PAGE 15
John Silence: Case 1: Secret Worship
by
And then the room filled and trembled with sounds that Harris understood full well were the failing voices of others who had preceded him in a long series down the years. There came first a plain, sharp cry, as of a man in the last anguish, choking for his breath, and yet, with the very final expiration of it, breathing the name of the Worship–of the dark Being who rejoiced to hear it. The cries of the strangled; the short, running gasp of the suffocated; and the smothered gurgling of the tightened throat, all these, and more, echoed back and forth between the walls, the very walls in which he now stood a prisoner, a sacrificial victim. The cries, too, not alone of the broken bodies, but–far worse–of beaten, broken souls. And as the ghastly chorus rose and fell, there came also the faces of the lost and unhappy creatures to whom they belonged, and, against that curtain of pale grey light, he saw float past him in the air, an array of white and piteous human countenances that seemed to beckon and gibber at him as though he were already one of themselves.

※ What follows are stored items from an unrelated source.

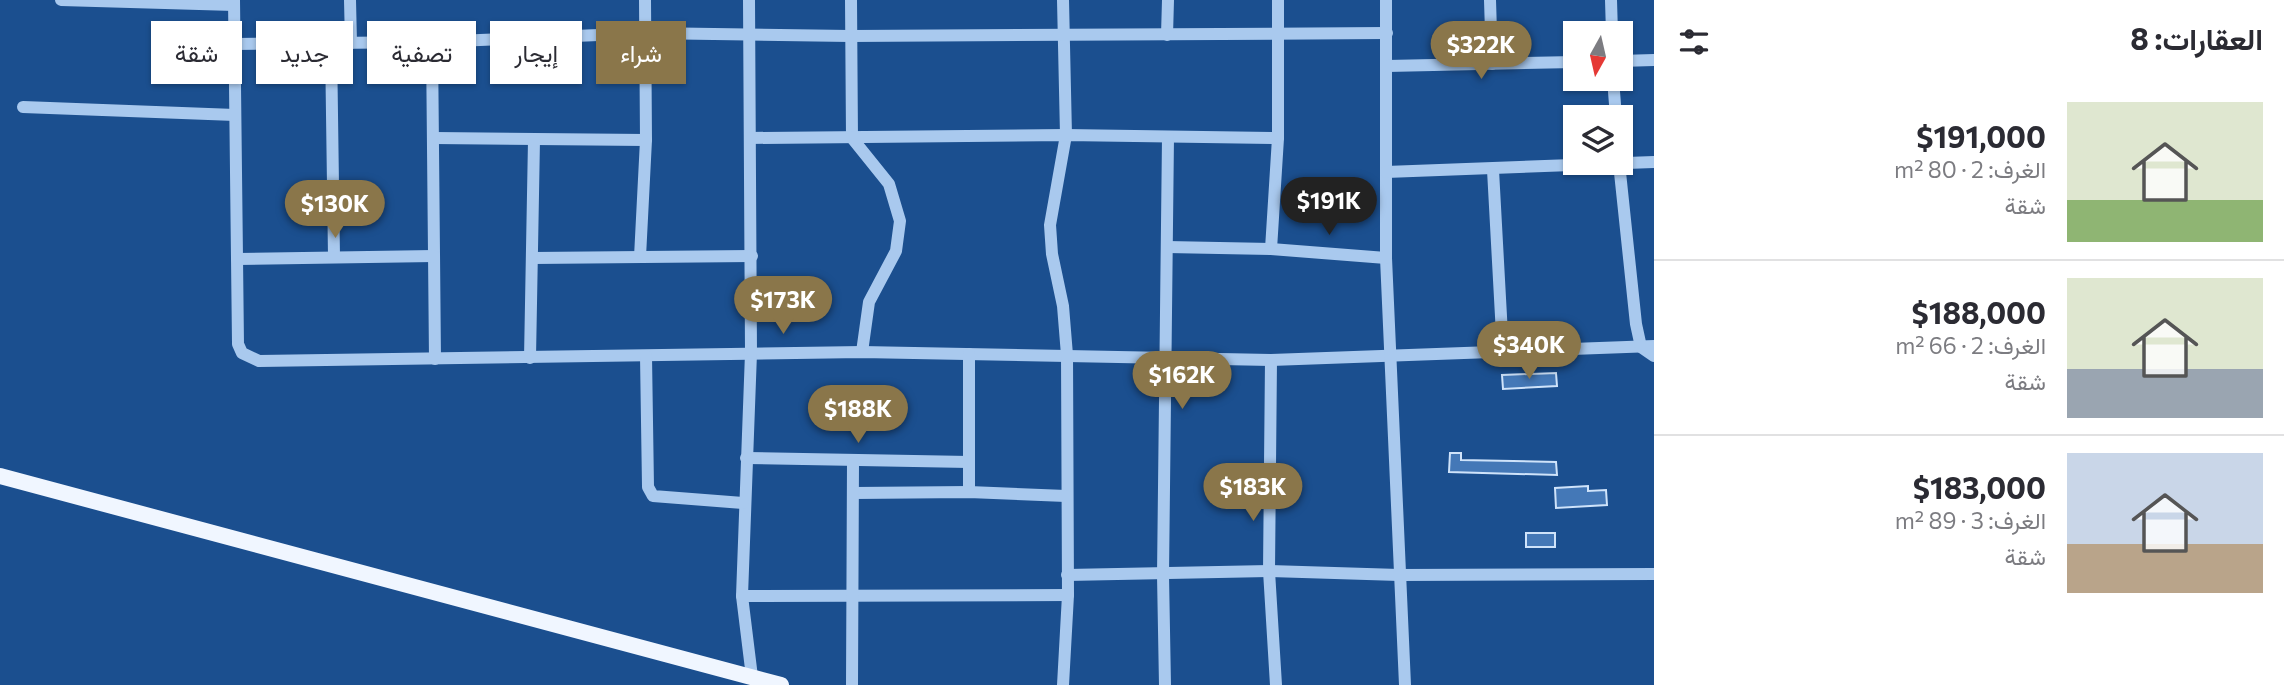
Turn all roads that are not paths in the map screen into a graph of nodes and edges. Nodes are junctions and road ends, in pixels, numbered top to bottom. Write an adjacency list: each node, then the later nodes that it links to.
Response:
1 (61, 0): 12 (street)
2 (350, 0): 14 (street)
3 (645, 0): 15 (street)
4 (750, 0): 20 (street)
5 (850, 0): 22 (street)
6 (1063, 0): 23 (street)
7 (1168, 0): 21 (street)
8 (1278, 0): 24 (street)
9 (1386, 0): 17 (street)
10 (1490, 0): 29 (street)
11 (1611, 0): 16 (street)
12 (234, 2): 13 (street)
13 (234, 21)
14 (350, 21)
15 (646, 21)
16 (1612, 21)
17 (1387, 33): 24 (street); 30 (street)
18 (686, 34): 20 (street)
19 (596, 35): 25 (street)
20 (749, 35): 22 (street); 40 (street)
21 (1167, 35): 23 (street); 24 (street)
22 (850, 36): 23 (street); 41 (street)
23 (1063, 36): 37 (street)
24 (1278, 36): 42 (street)
25 (476, 40)
26 (1654, 60): 27 (street)
27 (1633, 61)
28 (1563, 62): 29 (street)
29 (1492, 64): 30 (street)
30 (1387, 66): 49 (street)
31 (235, 84): 36 (street)
32 (332, 84): 54 (street)
33 (432, 84): 39 (street)
34 (647, 84): 44 (street)
35 (23, 107): 36 (street)
36 (235, 115): 59 (street)
37 (1066, 135): 38 (street); 41 (street); 65 (street)
38 (1168, 137): 42 (street); 51 (street)
39 (433, 138): 43 (street); 53 (street)
40 (750, 138): 41 (street); 56 (street)
41 (852, 138): 61 (street)
42 (1278, 138): 52 (street)
43 (534, 140): 44 (street); 57 (street)
44 (646, 140): 55 (street)
45 (1654, 162): 46 (street)
46 (1633, 163)
47 (1563, 166): 48 (street)
48 (1493, 170): 49 (street); 63 (street)
49 (1386, 172): 58 (street)
50 (1620, 175): 60 (street)
51 (1167, 247): 52 (street); 71 (street)
52 (1271, 249): 58 (street)
53 (434, 256): 54 (street); 70 (street)
54 (334, 257): 59 (street)
55 (640, 257): 56 (street); 57 (street)
56 (751, 257): 62 (street)
57 (533, 258): 69 (street)
58 (1385, 258): 67 (street)
59 (237, 259): 70 (street)
60 (1648, 347): 63 (street); 68 (street)
61 (862, 352): 62 (street); 64 (street)
62 (751, 353): 66 (street); 73 (street)
63 (1503, 353): 67 (street)
64 (969, 354): 65 (street); 75 (street)
65 (1067, 355): 71 (street); 79 (street)
66 (646, 356): 69 (street); 80 (street)
67 (1388, 356): 72 (street); 85 (street)
68 (1654, 356)
69 (530, 358): 70 (street)
70 (435, 359)
71 (1166, 359): 72 (street); 84 (street)
72 (1271, 360): 81 (street)
73 (746, 458): 74 (street); 80 (street)
74 (853, 462): 75 (street); 78 (street)
75 (969, 462): 77 (street)
76 (0, 475): 89 (main road)
77 (969, 492): 78 (street); 79 (street)
78 (854, 493): 88 (street)
79 (1066, 496): 83 (street)
80 (743, 502): 87 (street)
81 (1269, 571): 84 (street); 85 (street); 94 (street)
82 (1654, 574): 85 (street)
83 (1068, 575): 84 (street); 86 (street)
84 (1163, 575): 93 (street)
85 (1399, 575): 95 (street)
86 (1068, 595): 88 (street); 92 (street)
87 (742, 596): 88 (street); 89 (street)
88 (850, 596): 91 (street)
89 (752, 677): 90 (main road)
90 (781, 685)
91 (852, 685)
92 (1063, 685)
93 (1166, 685)
94 (1276, 685)
95 (1405, 685)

Slowly, too, as the voices rose, and the pallid crew sailed past, that giant form of grey descended from the sky and approached the room that contained the worshippers and their prisoner. Hands rose and sank about him in the darkness, and he felt that he was being draped in other garments than his own; a circlet of ice seemed to run about his head, while round the waist, enclosing the fastened arms, he felt a girdle tightly drawn. At last, about his very throat, there ran a soft and silken touch which, better than if there had been full light, and a mirror held to his face, he understood to be the cord of sacrifice–and of death.
At this moment the Brothers, still prostrate upon the floor, began again their mournful, yet impassioned chanting, and as they did so a strange thing happened. For, apparently without moving or altering its position, the huge Figure seemed, at once and suddenly, to be inside the room, almost beside him, and to fill the space around him to the exclusion of all else.
He was now beyond all ordinary sensations of fear, only a drab feeling as of death–the death of the soul–stirred in his heart. His thoughts no longer even beat vainly for escape. The end was near, and he knew it.
The dreadfully chanting voices rose about him in a wave: “We worship! We adore! We offer!” The sounds filled his ears and hammered, almost meaningless, upon his brain.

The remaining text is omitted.